Словно подгоняя друзей коротенькими фразами, она жестом предложила им пройти к вешалке для пальто, сама же остановилась, потирая руки о широкие плечи. В полутемной прихожей крупное квадратное лицо миссис Денглер, казалось, сияло, словно притягивая к себе весь свет в доме.
Взгляд бледных глаз Хельги Денглер перетекал с Пула на Мэгги, на Андерхилла и снова на Мэгги. В фигуре женщины ощущалась некая грузная бесформенность, как будто она много тяжелее, чем выглядела.
– Итак… – проговорила Хельга. Лестница за ее спиной – в темноте не более чем полуматериальный абрис деревянных перил и стоек – уходила наверх и в темноту. Пол негромко поскрипывал под ногами. Из приоткрытой в конце коридора двери лился слабый свет.

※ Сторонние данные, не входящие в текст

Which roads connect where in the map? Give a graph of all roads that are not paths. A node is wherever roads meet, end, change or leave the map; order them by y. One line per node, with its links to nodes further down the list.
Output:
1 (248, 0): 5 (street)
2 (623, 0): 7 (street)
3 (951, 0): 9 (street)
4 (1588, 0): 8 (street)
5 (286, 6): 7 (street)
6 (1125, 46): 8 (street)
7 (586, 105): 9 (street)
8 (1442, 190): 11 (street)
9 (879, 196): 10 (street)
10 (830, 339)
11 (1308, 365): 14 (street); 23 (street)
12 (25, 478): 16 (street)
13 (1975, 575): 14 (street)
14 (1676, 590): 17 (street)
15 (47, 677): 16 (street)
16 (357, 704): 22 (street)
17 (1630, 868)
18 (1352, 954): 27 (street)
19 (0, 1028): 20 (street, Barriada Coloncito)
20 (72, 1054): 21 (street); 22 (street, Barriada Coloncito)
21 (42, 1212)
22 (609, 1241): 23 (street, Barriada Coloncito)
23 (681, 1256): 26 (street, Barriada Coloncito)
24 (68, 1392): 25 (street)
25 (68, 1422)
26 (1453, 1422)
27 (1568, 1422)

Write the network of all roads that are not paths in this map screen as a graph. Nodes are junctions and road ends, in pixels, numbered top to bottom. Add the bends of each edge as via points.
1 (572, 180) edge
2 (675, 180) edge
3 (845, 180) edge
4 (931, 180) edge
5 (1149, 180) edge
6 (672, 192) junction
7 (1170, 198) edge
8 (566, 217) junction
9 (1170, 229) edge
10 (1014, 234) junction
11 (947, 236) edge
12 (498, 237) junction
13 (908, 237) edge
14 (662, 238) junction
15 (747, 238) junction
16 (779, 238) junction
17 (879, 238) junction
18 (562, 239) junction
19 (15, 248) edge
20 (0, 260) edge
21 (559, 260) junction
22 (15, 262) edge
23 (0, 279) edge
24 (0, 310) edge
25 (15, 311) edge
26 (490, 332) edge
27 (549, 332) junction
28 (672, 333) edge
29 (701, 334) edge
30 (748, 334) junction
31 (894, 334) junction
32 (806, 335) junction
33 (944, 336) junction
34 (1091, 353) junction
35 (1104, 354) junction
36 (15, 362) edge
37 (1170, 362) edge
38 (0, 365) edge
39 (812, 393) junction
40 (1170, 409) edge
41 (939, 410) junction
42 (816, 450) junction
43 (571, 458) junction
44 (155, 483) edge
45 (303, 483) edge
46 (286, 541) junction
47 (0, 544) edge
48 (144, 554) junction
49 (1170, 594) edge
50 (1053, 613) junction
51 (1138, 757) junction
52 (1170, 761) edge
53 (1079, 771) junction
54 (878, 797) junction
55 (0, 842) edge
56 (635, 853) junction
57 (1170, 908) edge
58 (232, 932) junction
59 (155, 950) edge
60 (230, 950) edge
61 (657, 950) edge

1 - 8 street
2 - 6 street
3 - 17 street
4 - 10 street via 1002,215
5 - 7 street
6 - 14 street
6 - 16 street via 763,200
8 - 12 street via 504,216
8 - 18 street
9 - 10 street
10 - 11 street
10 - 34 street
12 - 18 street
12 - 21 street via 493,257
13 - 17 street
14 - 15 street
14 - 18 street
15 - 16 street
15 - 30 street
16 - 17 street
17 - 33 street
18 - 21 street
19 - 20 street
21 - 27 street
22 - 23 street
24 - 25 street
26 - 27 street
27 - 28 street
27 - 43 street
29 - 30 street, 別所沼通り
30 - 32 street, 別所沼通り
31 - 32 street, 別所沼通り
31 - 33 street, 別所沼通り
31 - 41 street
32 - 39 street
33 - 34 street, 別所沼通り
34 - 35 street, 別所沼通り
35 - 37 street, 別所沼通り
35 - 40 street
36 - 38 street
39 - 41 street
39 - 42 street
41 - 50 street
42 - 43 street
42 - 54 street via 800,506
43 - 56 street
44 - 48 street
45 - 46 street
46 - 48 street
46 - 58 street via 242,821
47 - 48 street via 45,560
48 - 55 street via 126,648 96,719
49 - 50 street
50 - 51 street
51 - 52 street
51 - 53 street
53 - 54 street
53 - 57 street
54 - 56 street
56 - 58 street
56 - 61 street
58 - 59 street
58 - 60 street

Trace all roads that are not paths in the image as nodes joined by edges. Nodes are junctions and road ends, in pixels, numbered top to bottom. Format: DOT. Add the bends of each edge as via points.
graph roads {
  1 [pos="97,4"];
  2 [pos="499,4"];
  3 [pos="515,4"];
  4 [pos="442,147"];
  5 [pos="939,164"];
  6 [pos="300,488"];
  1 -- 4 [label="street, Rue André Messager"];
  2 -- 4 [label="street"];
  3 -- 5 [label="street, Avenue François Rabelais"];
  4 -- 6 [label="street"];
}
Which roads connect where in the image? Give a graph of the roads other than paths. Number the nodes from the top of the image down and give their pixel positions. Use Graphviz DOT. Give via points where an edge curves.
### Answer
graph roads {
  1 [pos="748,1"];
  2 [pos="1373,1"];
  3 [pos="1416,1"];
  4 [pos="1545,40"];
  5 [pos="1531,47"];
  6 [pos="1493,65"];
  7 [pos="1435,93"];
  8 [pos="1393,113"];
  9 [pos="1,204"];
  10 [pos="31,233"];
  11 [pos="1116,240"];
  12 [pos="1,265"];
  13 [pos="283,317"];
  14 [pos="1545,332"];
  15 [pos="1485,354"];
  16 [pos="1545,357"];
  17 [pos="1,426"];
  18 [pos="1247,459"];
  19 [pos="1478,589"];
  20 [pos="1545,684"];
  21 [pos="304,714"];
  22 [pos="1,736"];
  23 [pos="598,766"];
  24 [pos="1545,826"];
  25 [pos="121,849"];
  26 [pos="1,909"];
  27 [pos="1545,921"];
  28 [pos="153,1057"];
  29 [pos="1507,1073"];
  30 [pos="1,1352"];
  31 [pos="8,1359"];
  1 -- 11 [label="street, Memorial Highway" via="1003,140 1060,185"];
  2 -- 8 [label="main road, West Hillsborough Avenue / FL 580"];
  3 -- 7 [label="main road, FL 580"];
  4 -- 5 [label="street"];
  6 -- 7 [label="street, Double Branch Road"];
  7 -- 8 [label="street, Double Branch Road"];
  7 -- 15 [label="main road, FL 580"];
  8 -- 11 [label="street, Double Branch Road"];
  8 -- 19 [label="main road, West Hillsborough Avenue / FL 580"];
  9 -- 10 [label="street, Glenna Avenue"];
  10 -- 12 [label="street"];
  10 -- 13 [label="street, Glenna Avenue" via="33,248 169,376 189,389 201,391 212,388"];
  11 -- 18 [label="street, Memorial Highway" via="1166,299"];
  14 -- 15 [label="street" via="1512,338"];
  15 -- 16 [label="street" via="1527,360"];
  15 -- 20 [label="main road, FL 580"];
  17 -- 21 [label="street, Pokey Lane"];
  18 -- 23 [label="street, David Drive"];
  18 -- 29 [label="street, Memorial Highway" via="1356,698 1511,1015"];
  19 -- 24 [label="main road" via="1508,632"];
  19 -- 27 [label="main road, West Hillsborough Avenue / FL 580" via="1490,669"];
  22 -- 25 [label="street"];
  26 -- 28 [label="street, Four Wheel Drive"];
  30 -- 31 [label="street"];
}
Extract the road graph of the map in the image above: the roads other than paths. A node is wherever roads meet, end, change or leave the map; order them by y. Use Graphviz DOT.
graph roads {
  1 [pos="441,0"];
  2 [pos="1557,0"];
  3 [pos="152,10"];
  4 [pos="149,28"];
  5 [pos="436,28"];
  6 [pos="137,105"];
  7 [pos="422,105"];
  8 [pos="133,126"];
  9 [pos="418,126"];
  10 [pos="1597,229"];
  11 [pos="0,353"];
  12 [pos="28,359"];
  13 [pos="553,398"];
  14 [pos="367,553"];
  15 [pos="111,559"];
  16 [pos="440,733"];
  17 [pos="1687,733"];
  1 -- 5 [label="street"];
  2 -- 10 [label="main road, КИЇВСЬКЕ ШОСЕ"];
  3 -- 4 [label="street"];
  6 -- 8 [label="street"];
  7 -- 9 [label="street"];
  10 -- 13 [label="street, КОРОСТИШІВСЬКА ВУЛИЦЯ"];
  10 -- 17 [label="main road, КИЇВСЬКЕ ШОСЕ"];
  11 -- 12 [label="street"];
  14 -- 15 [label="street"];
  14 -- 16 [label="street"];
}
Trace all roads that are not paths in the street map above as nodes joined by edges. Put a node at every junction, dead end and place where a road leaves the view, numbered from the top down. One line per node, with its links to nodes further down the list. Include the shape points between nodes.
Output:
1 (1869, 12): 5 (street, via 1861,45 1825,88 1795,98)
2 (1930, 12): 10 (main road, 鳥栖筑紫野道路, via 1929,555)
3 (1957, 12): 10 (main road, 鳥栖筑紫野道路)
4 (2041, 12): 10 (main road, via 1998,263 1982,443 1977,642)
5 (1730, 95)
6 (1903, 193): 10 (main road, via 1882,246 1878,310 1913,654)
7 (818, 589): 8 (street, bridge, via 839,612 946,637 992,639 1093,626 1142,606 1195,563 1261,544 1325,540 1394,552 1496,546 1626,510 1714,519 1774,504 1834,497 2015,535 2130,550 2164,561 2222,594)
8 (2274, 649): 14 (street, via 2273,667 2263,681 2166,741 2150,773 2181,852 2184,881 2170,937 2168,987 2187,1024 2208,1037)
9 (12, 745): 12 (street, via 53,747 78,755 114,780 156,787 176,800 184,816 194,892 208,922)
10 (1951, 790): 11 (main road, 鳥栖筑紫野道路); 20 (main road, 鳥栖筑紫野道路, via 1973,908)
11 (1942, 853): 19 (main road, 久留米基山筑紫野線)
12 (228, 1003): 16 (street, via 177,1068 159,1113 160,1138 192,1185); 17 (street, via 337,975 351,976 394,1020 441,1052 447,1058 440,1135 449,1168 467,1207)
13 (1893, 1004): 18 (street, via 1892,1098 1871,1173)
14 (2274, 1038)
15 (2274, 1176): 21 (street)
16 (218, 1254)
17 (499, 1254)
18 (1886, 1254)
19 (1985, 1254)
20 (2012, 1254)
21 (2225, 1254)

– Вы очень добры, что пригласили нас, миссис Денглер, – начал Пул, а Мэгги и Тим Андерхилл продолжили, произнеся похожие слова, которые словно запутались в темном воздухе и затем растаяли.
Фразы их как будто не сразу достигли слуха хозяйки, и несколько коротких мгновений она вглядывалась в лица друзей, а затем проговорила:
– Что ж, Библия учит нас быть добрыми, не так ли? Вы, мужчины, знали моего сына?
– Он был прекрасным человеком, – ответил Пул.
– Мы любили вашего сына, – одновременно с Майклом произнес Андерхилл, и обе фразы тоже переплелись в одну.
– Хорошо, – проронила Хельга. Пул подумал, что может смотреть сквозь ее глаза и не видеть ничего, кроме линялого, прозрачно-голубого цвета синих джинсов, стиранных тысячу раз. Следующая его мысль была о том, что странную неловкость им троим навязала Хельга: она сознательно пожелала им этого.
– Мэнни всегда старался быть хорошим мальчиком, – сказала она. – Но к этому его приходилось приучать, как и всех мальчиков.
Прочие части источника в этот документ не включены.